Study material START

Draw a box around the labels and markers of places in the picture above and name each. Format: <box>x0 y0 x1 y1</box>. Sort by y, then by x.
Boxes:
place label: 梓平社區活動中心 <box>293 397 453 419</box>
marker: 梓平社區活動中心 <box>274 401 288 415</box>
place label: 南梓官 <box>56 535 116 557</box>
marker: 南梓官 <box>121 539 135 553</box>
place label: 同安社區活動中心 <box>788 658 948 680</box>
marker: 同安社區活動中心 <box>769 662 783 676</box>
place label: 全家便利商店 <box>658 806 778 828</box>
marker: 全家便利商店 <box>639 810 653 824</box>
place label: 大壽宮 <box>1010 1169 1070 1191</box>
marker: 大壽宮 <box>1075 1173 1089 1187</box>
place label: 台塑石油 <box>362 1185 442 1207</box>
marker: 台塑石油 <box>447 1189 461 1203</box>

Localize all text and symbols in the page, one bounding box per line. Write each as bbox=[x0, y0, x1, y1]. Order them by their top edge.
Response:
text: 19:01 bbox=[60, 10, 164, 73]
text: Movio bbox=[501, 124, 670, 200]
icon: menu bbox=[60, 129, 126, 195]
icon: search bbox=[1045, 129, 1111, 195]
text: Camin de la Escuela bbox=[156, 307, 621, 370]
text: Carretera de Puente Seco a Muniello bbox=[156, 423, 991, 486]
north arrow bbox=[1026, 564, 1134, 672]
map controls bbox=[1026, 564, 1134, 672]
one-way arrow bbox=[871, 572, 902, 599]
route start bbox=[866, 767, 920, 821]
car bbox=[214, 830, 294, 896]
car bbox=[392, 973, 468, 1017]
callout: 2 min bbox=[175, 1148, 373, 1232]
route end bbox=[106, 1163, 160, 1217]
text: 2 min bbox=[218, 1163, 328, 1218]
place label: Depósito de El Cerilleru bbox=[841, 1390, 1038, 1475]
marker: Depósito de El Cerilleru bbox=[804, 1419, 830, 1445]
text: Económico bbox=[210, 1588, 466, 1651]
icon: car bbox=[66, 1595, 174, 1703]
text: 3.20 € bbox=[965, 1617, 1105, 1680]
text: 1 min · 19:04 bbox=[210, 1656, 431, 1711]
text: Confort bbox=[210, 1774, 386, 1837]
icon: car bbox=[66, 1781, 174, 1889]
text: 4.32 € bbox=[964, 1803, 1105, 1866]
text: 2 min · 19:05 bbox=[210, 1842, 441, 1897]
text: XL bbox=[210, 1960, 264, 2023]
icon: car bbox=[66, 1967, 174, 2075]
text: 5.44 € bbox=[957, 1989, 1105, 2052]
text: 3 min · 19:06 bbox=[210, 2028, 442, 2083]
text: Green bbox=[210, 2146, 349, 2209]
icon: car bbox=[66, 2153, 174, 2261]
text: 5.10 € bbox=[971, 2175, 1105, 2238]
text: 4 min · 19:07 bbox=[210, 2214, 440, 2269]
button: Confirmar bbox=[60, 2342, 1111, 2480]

Study material END

Set down verbatim only the lines between the start of the data above and the line with "Localize all text", both boundaries included.

Answer to this exercise
Draw a box around the labels and markers of places in the picture above and name each. Format: <box>x0 y0 x1 y1</box>. Sort by y, then by x.
Boxes:
place label: 梓平社區活動中心 <box>293 397 453 419</box>
marker: 梓平社區活動中心 <box>274 401 288 415</box>
place label: 南梓官 <box>56 535 116 557</box>
marker: 南梓官 <box>121 539 135 553</box>
place label: 同安社區活動中心 <box>788 658 948 680</box>
marker: 同安社區活動中心 <box>769 662 783 676</box>
place label: 全家便利商店 <box>658 806 778 828</box>
marker: 全家便利商店 <box>639 810 653 824</box>
place label: 大壽宮 <box>1010 1169 1070 1191</box>
marker: 大壽宮 <box>1075 1173 1089 1187</box>
place label: 台塑石油 <box>362 1185 442 1207</box>
marker: 台塑石油 <box>447 1189 461 1203</box>

Localize all text and symbols in the page, one bounding box per line. Write each as bbox=[x0, y0, x1, y1]. Order them by their top edge.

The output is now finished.